ABOUT THIS TASK> Scan the material below for the string "worn", and copy every line where it shows up.

DATA SHOWN>
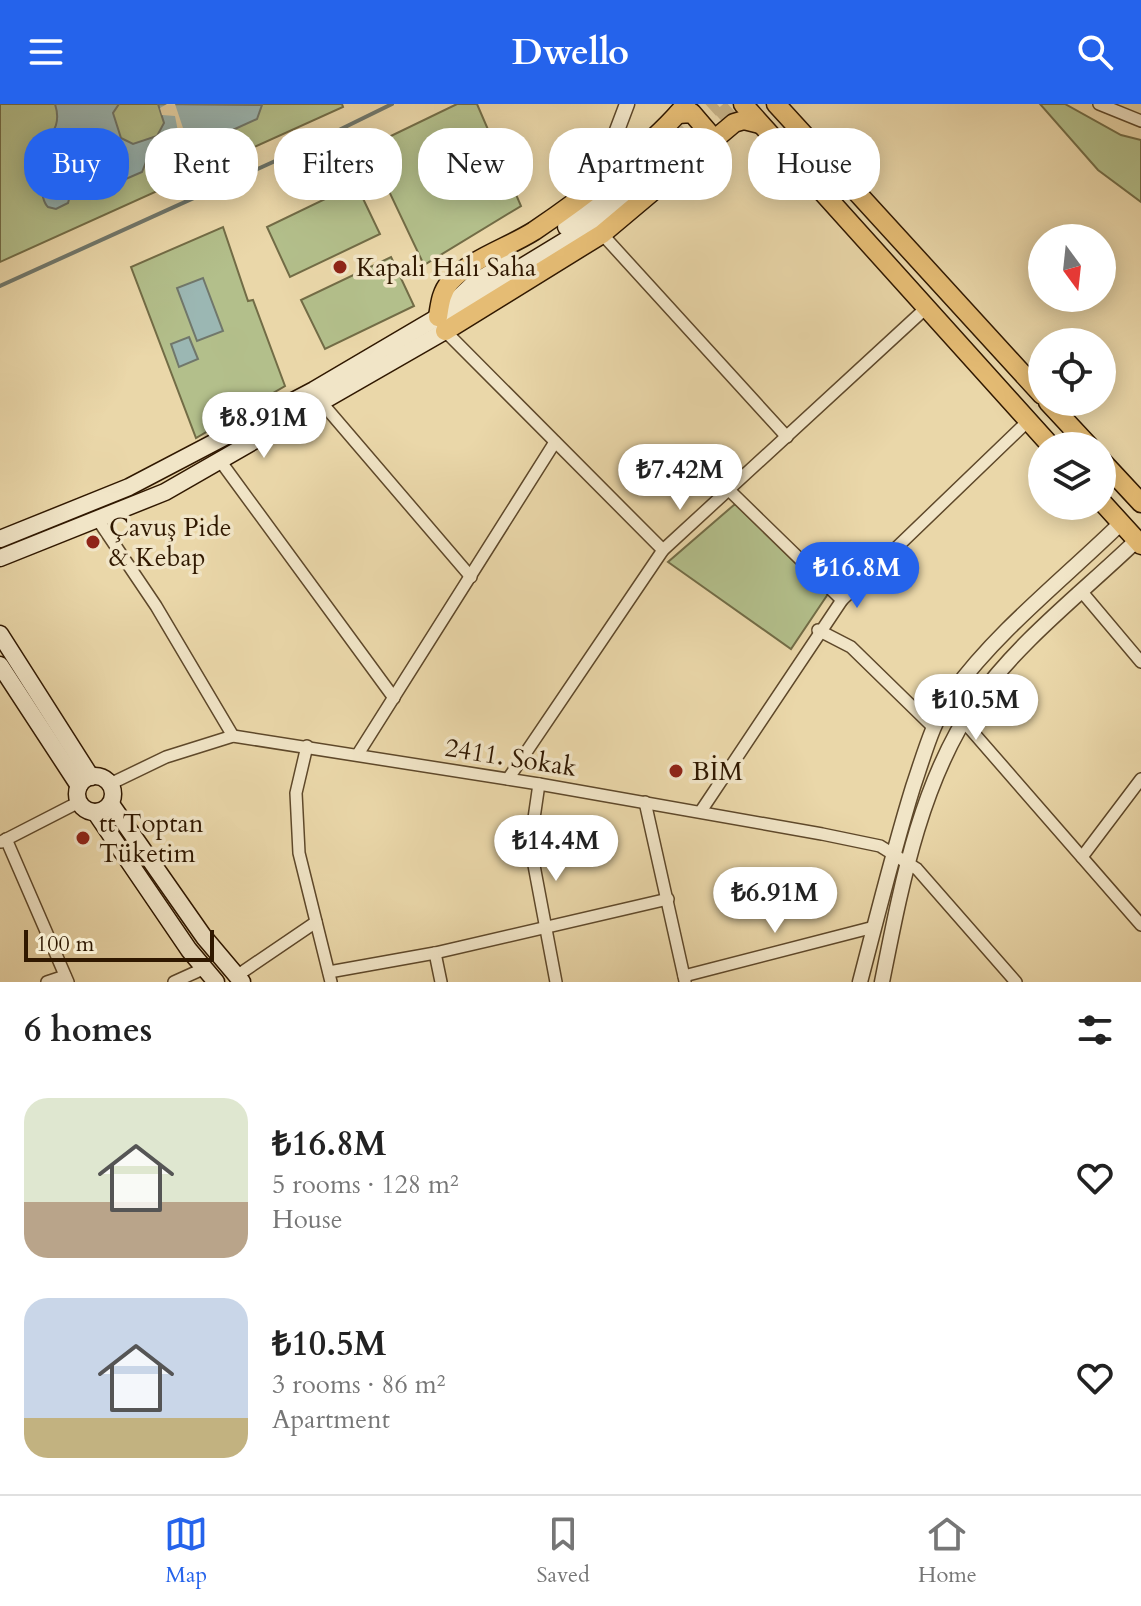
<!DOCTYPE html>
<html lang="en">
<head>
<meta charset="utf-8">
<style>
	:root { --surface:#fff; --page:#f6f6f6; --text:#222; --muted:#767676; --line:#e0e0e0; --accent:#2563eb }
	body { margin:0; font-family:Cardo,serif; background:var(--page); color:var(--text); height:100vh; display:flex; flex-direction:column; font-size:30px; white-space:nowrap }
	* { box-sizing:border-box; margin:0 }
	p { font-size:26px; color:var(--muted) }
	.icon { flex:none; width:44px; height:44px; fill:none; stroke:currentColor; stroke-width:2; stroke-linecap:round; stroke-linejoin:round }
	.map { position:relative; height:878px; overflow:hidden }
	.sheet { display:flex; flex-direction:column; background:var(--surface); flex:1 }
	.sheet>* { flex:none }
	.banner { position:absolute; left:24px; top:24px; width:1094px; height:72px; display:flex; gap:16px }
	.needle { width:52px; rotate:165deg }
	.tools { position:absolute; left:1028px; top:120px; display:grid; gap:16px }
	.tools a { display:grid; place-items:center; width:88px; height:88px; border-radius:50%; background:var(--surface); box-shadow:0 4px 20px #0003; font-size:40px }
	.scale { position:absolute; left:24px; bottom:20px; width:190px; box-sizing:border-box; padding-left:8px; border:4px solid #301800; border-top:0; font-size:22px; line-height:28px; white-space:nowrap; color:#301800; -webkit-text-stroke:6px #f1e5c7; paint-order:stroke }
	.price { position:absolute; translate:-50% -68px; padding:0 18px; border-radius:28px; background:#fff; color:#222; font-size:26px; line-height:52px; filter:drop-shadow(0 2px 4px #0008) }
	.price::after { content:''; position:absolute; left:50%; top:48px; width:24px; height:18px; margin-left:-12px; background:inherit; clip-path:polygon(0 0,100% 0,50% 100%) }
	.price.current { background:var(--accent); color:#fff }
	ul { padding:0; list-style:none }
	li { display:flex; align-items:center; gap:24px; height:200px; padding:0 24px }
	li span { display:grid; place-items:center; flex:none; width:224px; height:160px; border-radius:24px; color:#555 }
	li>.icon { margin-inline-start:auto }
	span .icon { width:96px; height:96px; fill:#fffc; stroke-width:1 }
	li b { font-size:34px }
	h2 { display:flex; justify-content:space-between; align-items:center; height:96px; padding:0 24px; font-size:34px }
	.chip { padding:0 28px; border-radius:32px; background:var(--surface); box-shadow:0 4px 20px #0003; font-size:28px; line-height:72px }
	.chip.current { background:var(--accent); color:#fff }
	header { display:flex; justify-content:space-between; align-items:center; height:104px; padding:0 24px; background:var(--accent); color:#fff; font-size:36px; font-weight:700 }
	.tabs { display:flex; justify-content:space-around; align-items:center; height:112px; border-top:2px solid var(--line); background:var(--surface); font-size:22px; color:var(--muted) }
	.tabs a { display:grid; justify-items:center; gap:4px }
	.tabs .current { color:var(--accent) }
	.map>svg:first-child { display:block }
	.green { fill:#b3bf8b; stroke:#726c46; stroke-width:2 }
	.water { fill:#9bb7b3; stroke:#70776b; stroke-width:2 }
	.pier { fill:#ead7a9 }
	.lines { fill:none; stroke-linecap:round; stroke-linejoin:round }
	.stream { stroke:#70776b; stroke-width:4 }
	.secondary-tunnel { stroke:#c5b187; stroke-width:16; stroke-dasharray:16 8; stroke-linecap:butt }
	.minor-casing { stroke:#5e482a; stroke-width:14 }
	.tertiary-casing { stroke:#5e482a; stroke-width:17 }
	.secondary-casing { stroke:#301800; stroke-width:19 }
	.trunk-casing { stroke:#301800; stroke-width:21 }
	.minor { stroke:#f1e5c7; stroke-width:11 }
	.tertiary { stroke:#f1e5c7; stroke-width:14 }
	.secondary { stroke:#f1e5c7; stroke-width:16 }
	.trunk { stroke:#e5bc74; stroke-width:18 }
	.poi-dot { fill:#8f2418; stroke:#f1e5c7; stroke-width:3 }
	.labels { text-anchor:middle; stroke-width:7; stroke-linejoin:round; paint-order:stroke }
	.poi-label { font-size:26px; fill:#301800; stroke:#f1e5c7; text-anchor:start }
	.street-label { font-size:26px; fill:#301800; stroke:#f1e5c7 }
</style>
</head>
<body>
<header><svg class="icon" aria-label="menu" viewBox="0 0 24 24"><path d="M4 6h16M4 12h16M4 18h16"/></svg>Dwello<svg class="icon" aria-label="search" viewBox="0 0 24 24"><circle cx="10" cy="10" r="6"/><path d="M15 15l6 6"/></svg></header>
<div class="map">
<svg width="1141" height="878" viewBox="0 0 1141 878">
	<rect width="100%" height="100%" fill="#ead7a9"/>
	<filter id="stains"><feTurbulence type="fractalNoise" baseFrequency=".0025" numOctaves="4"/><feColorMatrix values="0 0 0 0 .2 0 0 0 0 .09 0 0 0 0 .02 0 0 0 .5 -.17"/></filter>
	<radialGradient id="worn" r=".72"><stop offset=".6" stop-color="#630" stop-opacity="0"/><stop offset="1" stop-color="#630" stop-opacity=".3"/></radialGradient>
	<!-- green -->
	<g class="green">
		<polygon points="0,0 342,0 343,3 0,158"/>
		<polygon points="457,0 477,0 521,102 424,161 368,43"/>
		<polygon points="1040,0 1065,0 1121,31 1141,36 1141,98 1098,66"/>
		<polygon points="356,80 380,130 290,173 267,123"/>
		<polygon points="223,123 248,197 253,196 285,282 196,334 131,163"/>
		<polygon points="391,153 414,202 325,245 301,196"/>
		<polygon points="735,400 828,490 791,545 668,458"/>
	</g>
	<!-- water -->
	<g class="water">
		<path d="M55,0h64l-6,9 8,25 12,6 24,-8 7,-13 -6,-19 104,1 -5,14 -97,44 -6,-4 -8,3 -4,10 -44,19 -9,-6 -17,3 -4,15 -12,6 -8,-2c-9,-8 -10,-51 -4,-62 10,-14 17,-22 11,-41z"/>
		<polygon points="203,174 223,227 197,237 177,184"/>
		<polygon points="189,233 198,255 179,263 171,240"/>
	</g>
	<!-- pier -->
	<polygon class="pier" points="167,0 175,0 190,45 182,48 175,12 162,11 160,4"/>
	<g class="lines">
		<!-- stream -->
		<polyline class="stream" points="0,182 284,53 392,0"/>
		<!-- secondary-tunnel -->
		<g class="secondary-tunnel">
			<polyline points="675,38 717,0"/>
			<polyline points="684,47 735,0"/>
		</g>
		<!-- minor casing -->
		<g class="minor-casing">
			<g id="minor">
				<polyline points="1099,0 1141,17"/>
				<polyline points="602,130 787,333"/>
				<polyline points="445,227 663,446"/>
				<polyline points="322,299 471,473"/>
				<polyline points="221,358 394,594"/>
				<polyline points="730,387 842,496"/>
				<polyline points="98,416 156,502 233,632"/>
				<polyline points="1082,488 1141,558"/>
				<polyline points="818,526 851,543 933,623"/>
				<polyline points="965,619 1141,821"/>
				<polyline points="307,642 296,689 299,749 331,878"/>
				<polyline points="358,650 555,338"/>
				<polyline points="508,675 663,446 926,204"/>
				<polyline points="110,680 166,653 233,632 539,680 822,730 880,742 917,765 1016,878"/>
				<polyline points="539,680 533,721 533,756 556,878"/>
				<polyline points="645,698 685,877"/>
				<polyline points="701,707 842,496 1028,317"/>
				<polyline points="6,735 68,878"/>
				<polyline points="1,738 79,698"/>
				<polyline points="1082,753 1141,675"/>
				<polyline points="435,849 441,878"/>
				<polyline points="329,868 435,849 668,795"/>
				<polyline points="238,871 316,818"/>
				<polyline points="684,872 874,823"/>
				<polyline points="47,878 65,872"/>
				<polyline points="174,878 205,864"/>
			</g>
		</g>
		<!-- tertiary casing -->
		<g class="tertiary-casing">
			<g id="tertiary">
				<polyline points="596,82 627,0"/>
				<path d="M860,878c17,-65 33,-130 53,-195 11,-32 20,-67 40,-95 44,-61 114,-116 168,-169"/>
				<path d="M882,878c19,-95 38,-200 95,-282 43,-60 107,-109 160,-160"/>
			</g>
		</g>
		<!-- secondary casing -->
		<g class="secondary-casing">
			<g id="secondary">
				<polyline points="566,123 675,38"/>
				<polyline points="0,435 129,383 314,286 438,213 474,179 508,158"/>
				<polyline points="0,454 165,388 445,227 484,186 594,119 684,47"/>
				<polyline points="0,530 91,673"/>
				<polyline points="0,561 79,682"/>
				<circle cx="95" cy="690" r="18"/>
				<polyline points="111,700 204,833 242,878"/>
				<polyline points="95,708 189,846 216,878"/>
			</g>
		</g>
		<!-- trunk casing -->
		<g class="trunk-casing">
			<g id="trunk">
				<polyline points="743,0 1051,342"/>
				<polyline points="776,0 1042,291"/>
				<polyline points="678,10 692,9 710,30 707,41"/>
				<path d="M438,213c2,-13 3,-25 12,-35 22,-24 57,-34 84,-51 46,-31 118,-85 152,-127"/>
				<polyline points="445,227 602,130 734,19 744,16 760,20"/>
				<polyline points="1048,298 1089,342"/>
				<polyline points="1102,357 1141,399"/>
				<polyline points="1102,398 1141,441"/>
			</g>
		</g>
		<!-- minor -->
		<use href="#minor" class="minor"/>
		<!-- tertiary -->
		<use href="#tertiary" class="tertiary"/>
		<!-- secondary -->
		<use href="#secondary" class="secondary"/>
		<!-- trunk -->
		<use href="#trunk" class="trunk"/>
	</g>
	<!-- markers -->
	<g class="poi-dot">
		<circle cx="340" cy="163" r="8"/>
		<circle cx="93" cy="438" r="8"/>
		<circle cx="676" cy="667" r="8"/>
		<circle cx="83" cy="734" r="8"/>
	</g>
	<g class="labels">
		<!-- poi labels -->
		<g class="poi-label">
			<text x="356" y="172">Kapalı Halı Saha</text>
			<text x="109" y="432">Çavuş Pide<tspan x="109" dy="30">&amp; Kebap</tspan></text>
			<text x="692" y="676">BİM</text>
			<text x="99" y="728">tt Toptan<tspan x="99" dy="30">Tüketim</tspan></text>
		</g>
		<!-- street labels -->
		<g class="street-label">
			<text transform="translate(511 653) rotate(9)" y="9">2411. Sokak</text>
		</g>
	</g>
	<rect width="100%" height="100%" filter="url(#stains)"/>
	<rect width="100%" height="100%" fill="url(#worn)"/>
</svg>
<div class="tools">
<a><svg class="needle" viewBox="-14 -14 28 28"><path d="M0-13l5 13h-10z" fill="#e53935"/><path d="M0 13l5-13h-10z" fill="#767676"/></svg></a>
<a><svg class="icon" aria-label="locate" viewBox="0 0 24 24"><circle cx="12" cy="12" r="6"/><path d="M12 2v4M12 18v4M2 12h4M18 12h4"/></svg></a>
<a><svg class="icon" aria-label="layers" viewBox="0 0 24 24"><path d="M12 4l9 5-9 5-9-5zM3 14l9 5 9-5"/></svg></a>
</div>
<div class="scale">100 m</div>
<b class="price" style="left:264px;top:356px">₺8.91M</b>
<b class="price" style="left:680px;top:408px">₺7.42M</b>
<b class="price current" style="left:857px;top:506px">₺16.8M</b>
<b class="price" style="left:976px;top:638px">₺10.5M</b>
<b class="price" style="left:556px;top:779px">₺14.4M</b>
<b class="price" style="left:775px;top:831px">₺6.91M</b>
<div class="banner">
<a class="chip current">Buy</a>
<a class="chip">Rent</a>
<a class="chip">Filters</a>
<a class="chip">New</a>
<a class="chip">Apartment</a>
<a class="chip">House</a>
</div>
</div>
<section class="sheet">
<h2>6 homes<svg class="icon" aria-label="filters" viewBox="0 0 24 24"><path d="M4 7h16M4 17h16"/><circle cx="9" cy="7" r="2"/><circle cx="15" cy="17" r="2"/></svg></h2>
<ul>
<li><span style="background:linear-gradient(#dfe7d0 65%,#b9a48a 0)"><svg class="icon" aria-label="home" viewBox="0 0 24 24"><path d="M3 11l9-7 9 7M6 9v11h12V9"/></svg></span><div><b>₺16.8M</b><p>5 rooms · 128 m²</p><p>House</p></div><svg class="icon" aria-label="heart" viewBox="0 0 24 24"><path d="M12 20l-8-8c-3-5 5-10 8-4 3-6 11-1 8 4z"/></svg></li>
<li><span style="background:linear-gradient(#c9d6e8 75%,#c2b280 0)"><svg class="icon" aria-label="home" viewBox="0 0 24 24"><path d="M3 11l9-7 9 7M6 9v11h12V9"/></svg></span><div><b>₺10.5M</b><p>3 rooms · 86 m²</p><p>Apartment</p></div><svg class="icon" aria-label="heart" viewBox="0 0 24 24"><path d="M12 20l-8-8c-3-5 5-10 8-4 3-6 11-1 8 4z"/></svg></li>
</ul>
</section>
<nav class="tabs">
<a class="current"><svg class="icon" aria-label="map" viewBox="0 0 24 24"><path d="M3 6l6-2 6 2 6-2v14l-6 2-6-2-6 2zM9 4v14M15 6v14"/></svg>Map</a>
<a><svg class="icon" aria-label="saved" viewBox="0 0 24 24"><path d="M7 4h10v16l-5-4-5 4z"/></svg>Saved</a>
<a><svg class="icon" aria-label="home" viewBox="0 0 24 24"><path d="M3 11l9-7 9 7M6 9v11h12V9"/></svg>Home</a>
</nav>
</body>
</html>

SOLUTION TO THE PROBLEM>
	<radialGradient id="worn" r=".72"><stop offset=".6" stop-color="#630" stop-opacity="0"/><stop offset="1" stop-color="#630" stop-opacity=".3"/></radialGradient>
	<rect width="100%" height="100%" fill="url(#worn)"/>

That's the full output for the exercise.